Personal information
- Full name: Christopher Yarran
- Born: 19 December 1990 (age 35) Western Australia
- Original team: Swan Districts (WAFL)
- Draft: No. 6, 2008 national draft
- Height: 180 cm (5 ft 11 in)
- Weight: 84 kg (185 lb)
- Position: Half-back

Playing career^{1}
- Years: Club / Games (Goals)
- 2009–2015: Carlton / 119 (90)
- 2016: Richmond / 000 0(0)
- Total:  / 119 (90)
- ^{1} Playing statistics correct to the end of 2015.

Career highlights
- AFL Goal of the Year: 2012; 2010 AFL Rising Star nominee;

= Chris Yarran =

Australian rules footballer

Christopher Yarran (born 19 December 1990) is a former professional Australian rules footballer who played for the Carlton Football Club in the Australian Football League (AFL). He was also listed with the Richmond Football Club but did not play a senior match.

==Early life==
Yarran is an Indigenous Australian footballer who played his junior years in Western Australia. He was primarily a small forward in his junior days, but occasionally spent time in the midfield and defence. At 17 years old, Yarran gained selection into the Swan Districts senior team, where he played thirteen games and kicked thirty-nine goals, including seven on debut and eight in three finals matches.
He played with Western Australia in the under 18s championships and kicked eight goals in four games. He was selected to join the Australian Institute of Sport-AFL academy in the 2006/07 intake and captained a team from the Clontarf Football Academy in a game against a visiting South African under 19s side in February 2007.

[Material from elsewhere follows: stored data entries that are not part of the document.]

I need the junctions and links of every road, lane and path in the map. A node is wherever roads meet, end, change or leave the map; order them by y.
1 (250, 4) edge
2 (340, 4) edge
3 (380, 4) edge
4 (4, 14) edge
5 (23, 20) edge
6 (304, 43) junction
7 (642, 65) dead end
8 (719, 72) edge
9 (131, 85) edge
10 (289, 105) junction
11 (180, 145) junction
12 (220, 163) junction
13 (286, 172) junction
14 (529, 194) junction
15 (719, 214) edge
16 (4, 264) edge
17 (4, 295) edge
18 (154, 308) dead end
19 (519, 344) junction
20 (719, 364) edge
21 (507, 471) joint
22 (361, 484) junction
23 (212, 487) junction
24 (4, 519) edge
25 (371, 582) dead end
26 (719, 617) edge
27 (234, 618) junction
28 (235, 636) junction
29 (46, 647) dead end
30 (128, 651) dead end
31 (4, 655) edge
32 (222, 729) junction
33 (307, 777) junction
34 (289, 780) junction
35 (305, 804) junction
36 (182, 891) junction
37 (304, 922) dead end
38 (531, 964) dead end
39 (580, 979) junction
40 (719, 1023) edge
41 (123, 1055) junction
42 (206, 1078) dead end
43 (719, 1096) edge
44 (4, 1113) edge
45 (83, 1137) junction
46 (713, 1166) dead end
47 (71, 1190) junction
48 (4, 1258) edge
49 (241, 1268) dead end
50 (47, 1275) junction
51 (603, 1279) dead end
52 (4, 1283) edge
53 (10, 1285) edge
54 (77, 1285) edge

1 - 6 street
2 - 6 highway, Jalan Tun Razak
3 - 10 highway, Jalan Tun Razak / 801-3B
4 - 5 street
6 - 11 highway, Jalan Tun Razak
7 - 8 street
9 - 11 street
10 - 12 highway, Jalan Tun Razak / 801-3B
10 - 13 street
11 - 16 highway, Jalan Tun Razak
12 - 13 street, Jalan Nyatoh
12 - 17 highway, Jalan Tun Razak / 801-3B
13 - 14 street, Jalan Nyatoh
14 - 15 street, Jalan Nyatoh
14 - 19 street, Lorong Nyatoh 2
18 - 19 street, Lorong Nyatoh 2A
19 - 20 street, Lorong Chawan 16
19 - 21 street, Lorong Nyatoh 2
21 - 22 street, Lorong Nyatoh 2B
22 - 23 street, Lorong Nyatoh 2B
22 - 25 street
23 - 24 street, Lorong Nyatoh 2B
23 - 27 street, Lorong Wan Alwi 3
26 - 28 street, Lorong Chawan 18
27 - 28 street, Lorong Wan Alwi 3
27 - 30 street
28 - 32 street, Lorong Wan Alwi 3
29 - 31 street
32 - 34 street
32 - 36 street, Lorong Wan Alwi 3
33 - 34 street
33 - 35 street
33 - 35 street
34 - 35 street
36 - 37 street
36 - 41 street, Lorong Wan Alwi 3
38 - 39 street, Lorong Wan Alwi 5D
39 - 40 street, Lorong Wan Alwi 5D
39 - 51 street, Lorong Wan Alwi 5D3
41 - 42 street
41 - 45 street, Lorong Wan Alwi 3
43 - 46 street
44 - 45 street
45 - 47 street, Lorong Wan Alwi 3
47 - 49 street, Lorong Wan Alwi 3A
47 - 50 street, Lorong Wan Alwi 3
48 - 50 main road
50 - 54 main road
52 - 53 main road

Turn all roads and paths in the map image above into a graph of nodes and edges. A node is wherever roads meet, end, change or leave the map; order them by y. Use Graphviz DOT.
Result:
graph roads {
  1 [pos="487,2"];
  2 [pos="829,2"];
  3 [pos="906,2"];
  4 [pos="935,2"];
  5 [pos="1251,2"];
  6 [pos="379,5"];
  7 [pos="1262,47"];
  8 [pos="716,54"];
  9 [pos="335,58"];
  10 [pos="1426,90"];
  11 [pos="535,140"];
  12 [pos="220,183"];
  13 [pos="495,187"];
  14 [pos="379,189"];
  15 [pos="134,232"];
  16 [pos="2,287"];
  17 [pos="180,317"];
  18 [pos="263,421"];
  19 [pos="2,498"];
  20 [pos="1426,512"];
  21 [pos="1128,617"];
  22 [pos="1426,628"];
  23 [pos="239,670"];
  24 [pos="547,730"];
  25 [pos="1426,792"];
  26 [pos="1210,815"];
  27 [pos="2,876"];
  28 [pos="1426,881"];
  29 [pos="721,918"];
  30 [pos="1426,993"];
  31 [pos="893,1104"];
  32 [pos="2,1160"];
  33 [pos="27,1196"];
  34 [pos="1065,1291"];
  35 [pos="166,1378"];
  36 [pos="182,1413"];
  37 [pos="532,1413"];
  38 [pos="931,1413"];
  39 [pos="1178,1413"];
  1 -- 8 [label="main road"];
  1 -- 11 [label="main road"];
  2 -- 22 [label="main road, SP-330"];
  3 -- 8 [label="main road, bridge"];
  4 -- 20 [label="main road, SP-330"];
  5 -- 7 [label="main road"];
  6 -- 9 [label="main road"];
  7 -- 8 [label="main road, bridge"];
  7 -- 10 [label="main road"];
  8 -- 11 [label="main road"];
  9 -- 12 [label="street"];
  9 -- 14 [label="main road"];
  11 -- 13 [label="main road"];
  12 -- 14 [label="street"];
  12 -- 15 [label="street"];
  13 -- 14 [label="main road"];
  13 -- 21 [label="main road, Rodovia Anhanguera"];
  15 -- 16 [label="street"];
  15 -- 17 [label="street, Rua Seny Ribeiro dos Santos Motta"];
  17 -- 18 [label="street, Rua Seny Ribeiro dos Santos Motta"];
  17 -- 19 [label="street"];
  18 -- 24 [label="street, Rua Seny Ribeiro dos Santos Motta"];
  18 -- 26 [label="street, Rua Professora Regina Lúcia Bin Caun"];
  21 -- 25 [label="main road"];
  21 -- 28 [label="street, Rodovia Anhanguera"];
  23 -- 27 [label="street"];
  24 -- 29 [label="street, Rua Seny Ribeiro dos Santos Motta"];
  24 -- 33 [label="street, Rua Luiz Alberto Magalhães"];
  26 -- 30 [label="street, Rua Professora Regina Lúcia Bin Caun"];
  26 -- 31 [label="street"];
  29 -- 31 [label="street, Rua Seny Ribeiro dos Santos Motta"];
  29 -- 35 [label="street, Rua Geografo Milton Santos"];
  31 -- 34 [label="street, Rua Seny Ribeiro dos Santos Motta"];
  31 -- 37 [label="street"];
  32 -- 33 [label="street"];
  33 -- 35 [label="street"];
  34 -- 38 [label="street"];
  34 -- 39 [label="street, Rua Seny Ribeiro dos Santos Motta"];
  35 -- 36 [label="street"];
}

Yarran is the cousin of former Fremantle player Shane Yarran.

==AFL career==
===Draft===
Yarran was a noted talent and was expected to be drafted high, with some considering him to be one of the most talented players available in the draft. He would ultimately be selected by the Carlton Football Club with its first-round selection (sixth overall) in the 2008 national draft. At draft time, Carlton coach Brett Ratten said that Yarran could assist fellow small forward Eddie Betts and help to reduce the defensive pressure on then full-forward Brendan Fevola.

===Carlton (2009-2015)===
Yarran played his first senior game for Carlton in round 7, 2009, against . He played sporadically for Carlton during the season, managing six games, but played most of his games with Carlton's Victorian Football League (VFL) affiliate team, the Northern Bullants, including a five-goal performance in the VFL preliminary final. In 2010, Yarran played 16 games for Carlton, and earned an AFL Rising Star nomination. Throughout that season, Yarran formed part of a short-lived forward-line structure consisting of tall full-forward Setanta Ó hAilpín and three small forwards (Betts, Yarran, and Yarran's Swan Districts teammate Jeff Garlett) who became known as "Setanta's Little Helpers".

In 2011, coach Brett Ratten abandoned the tactic of playing three small forwards in favour of two: Betts and Garlett. Yarran was moved onto the half-back line and within a year became a damaging rebounding defender, able to use his speed, agility and accurate disposal to set up much of Carlton's rebound play. Yarran played 23 games for the season and finished tenth in the John Nicholls Medal. His output in the 2012 season was interrupted by a turf toe injury, but he won the Goal of the Year award for a goal in round 1 in which he gathered a loose ball on the half-forward flank, evaded three opponents and skirted the boundary line before goaling from 50 metres.

===Richmond===
In October 2015, Yarran was traded to in exchange for a first-round draft selection. He failed to play a match for the club in 2016, however, after dealing with mental-health issues. Yarran subsequently made a return to training, participating in the club's first day of pre-season training ahead of the 2017 season. He was released from his contract the next day after a mutual decision that he was unable to meet the demands of league football as a result of ongoing mental-health issues.

==Other work==
Yarran featured in the award-winning 2010 documentary film, Three Boys Dreaming, which followed the lives of him and two other young Indigenous Australian footballers over a four-year period from ages 14 to 18.

==Personal life==
In May 2019, Yarran was sentenced to five years in jail after stealing cars, attacking police and members of the public while under the influence of methamphetamine. He was released on parole in April 2022.